Siege of Darkness
- Cover of the first edition
- Author: R. A. Salvatore
- Language: English
- Series: Legacy of the Drow
- Genre: Fantasy literature
- Published: 1994
- Publication place: United States
- Media type: Print (Paperback)
- Preceded by: Starless Night
- Followed by: Passage to Dawn

= Siege of Darkness =

1994 novel by R. A. Salvatore

Siege of Darkness is a 1994 fantasy novel by American writer R. A. Salvatore.

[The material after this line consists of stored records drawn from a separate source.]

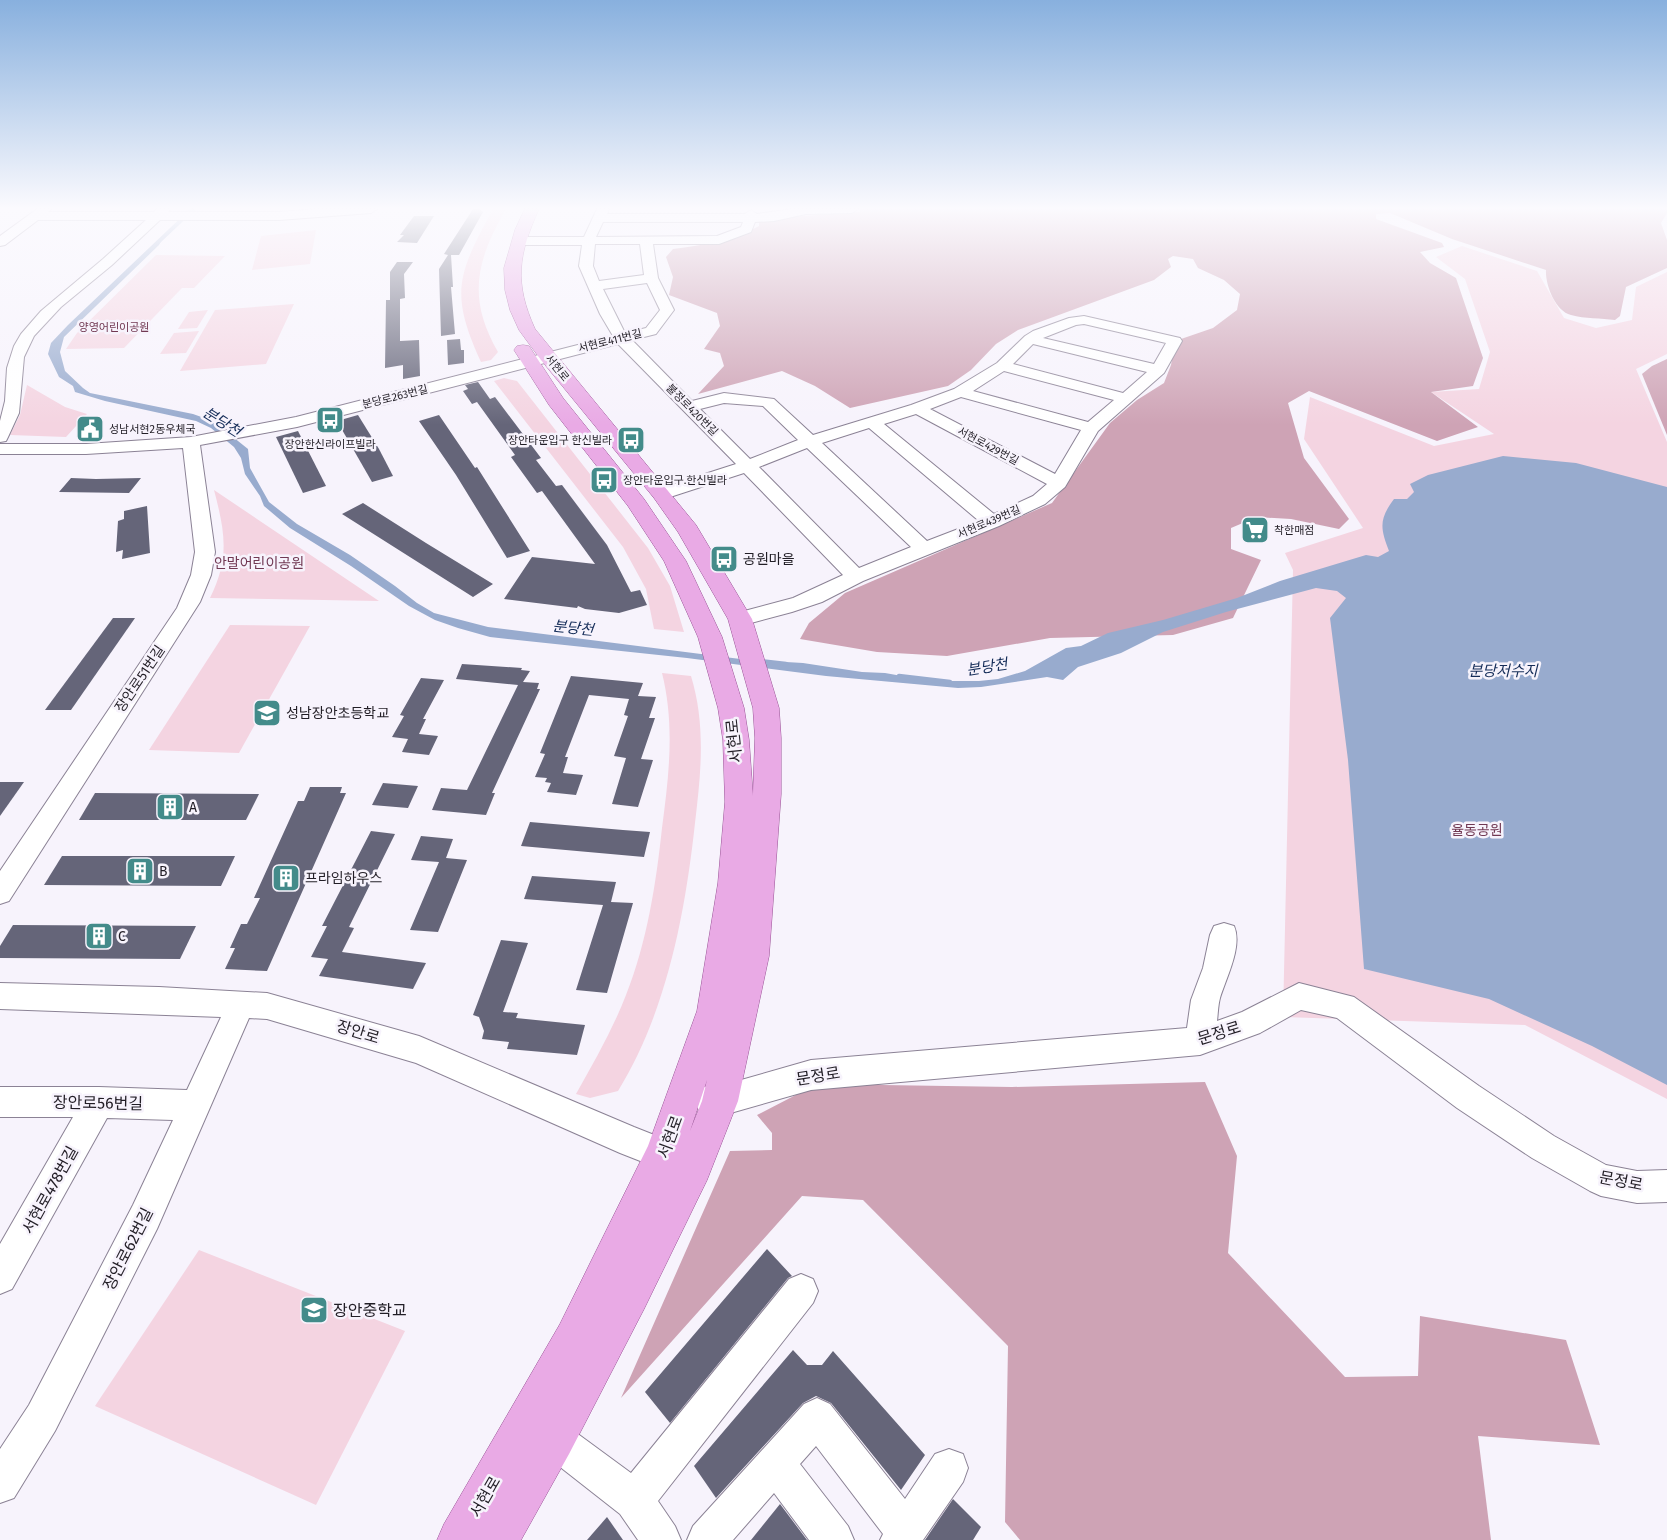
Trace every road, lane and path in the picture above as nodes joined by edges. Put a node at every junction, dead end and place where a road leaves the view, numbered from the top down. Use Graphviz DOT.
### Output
graph roads {
  1 [pos="86,281"];
  2 [pos="499,281"];
  3 [pos="513,281"];
  4 [pos="593,281"];
  5 [pos="631,281"];
  6 [pos="652,281"];
  7 [pos="595,286"];
  8 [pos="621,338"];
  9 [pos="1030,339"];
  10 [pos="538,358"];
  11 [pos="1002,366"];
  12 [pos="1158,370"];
  13 [pos="7,375"];
  14 [pos="960,392"];
  15 [pos="1125,398"];
  16 [pos="688,407"];
  17 [pos="917,408"];
  18 [pos="872,422"];
  19 [pos="1091,428"];
  20 [pos="0,437"];
  21 [pos="197,440"];
  22 [pos="811,441"];
  23 [pos="0,449"];
  24 [pos="747,466"];
  25 [pos="1059,483"];
  26 [pos="661,494"];
  27 [pos="992,522"];
  28 [pos="924,548"];
  29 [pos="856,576"];
  30 [pos="742,625"];
  31 [pos="0,893"];
  32 [pos="1224,935"];
  33 [pos="0,996"];
  34 [pos="241,1005"];
  35 [pos="1200,1041"];
  36 [pos="685,1095"];
  37 [pos="720,1101"];
  38 [pos="0,1102"];
  39 [pos="99,1102"];
  40 [pos="195,1106"];
  41 [pos="679,1160"];
  42 [pos="1667,1186"];
  43 [pos="0,1277"];
  44 [pos="801,1291"];
  45 [pos="554,1439"];
  46 [pos="776,1463"];
  47 [pos="949,1468"];
  48 [pos="0,1484"];
  49 [pos="634,1500"];
  50 [pos="903,1536"];
  51 [pos="460,1540"];
  52 [pos="495,1540"];
  53 [pos="661,1540"];
  54 [pos="707,1540"];
  55 [pos="834,1540"];
  1 -- 13 [label="street"];
  2 -- 10 [label="main road, 서현로"];
  3 -- 10 [label="main road, 서현로"];
  4 -- 7 [label="street, 불정로420번길"];
  5 -- 7 [label="street"];
  6 -- 8 [label="street, 서현로411번길"];
  7 -- 8 [label="street, 불정로420번길"];
  8 -- 10 [label="street, 서현로411번길"];
  8 -- 16 [label="street, 불정로420번길"];
  9 -- 11 [label="street"];
  9 -- 12 [label="street"];
  9 -- 12 [label="street, 서현로439번길"];
  10 -- 21 [label="street, 분당로263번길"];
  10 -- 26 [label="main road, 서현로"];
  10 -- 36 [label="main road, 서현로"];
  11 -- 14 [label="street"];
  11 -- 15 [label="street"];
  12 -- 15 [label="street, 서현로439번길"];
  13 -- 20 [label="street"];
  14 -- 17 [label="street"];
  14 -- 19 [label="street"];
  15 -- 19 [label="street, 서현로439번길"];
  16 -- 22 [label="street"];
  16 -- 24 [label="street, 불정로420번길"];
  17 -- 18 [label="street"];
  17 -- 25 [label="street, 서현로429번길"];
  18 -- 22 [label="street"];
  18 -- 27 [label="street"];
  19 -- 25 [label="street, 서현로439번길"];
  21 -- 23 [label="street"];
  21 -- 31 [label="street, 장안로51번길"];
  22 -- 24 [label="street"];
  22 -- 28 [label="street"];
  24 -- 26 [label="street"];
  24 -- 29 [label="street, 불정로420번길"];
  25 -- 27 [label="street, 서현로439번길"];
  26 -- 30 [label="main road, 서현로"];
  27 -- 28 [label="street, 서현로439번길"];
  28 -- 29 [label="street, 서현로439번길"];
  29 -- 30 [label="street, 서현로439번길"];
  30 -- 37 [label="main road, 서현로"];
  32 -- 35 [label="street"];
  33 -- 34 [label="street, 장안로"];
  34 -- 40 [label="street, 장안로62번길"];
  34 -- 41 [label="street, 장안로"];
  35 -- 37 [label="street, 문정로"];
  35 -- 42 [label="street, 문정로"];
  36 -- 37 [label="street, 문정로"];
  36 -- 41 [label="main road, 서현로"];
  37 -- 41 [label="main road, 서현로"];
  38 -- 39 [label="street, 장안로56번길"];
  39 -- 40 [label="street, 장안로56번길"];
  39 -- 43 [label="street, 서현로478번길"];
  40 -- 48 [label="street, 장안로62번길"];
  41 -- 45 [label="main road, 서현로"];
  41 -- 51 [label="main road, 서현로"];
  44 -- 49 [label="street"];
  45 -- 49 [label="street"];
  45 -- 52 [label="main road, 서현로"];
  46 -- 50 [label="street"];
  46 -- 54 [label="street"];
  46 -- 55 [label="street"];
  47 -- 50 [label="street"];
  49 -- 53 [label="street"];
}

It is the third book in his Legacy of the Drow series.

==Plot summary==

Siege of Darkness tells the story of how the Time of Troubles, in which all magic is temporarily disrupted and many gods and goddesses are forced to take the forms of their avatars and walk the material plane, affects the drow and Drizzt and company. The Spider Queen, Lolth, plots to keep Matron Baenre in power and to ultimately take Mithral Hall. In-house fighting results in the destruction of the 3rd house, House Oblodra, with the exception of their kobold/ goblin army, and the 4th house, House Faen Tlabbar, being left leaderless. Matron Baenre, along with the favor of Lolth, forms a loose house alliance to attack Mithral Hall. Realizing that they cannot possibly stop a drow army, the svirfnebli, the deep gnomes, are forced to abandon Blingdenstone. The battle for Mithral Hall takes place on the surface as well as in the Underdark. The drow were defeated with a little help from an unlikely source, the balor, Errtu. Through trickery, all Baenre wizardry and spells are temporarily interrupted and the heroes take advantage of the opening, killing Matron Baenre and defeating the drow offensive. Lolth's plan all along was to bring about chaos and to rid herself of Matron Baenre.

==Reception==
Siege of Darkness debuted on The New York Times bestseller list at number 13.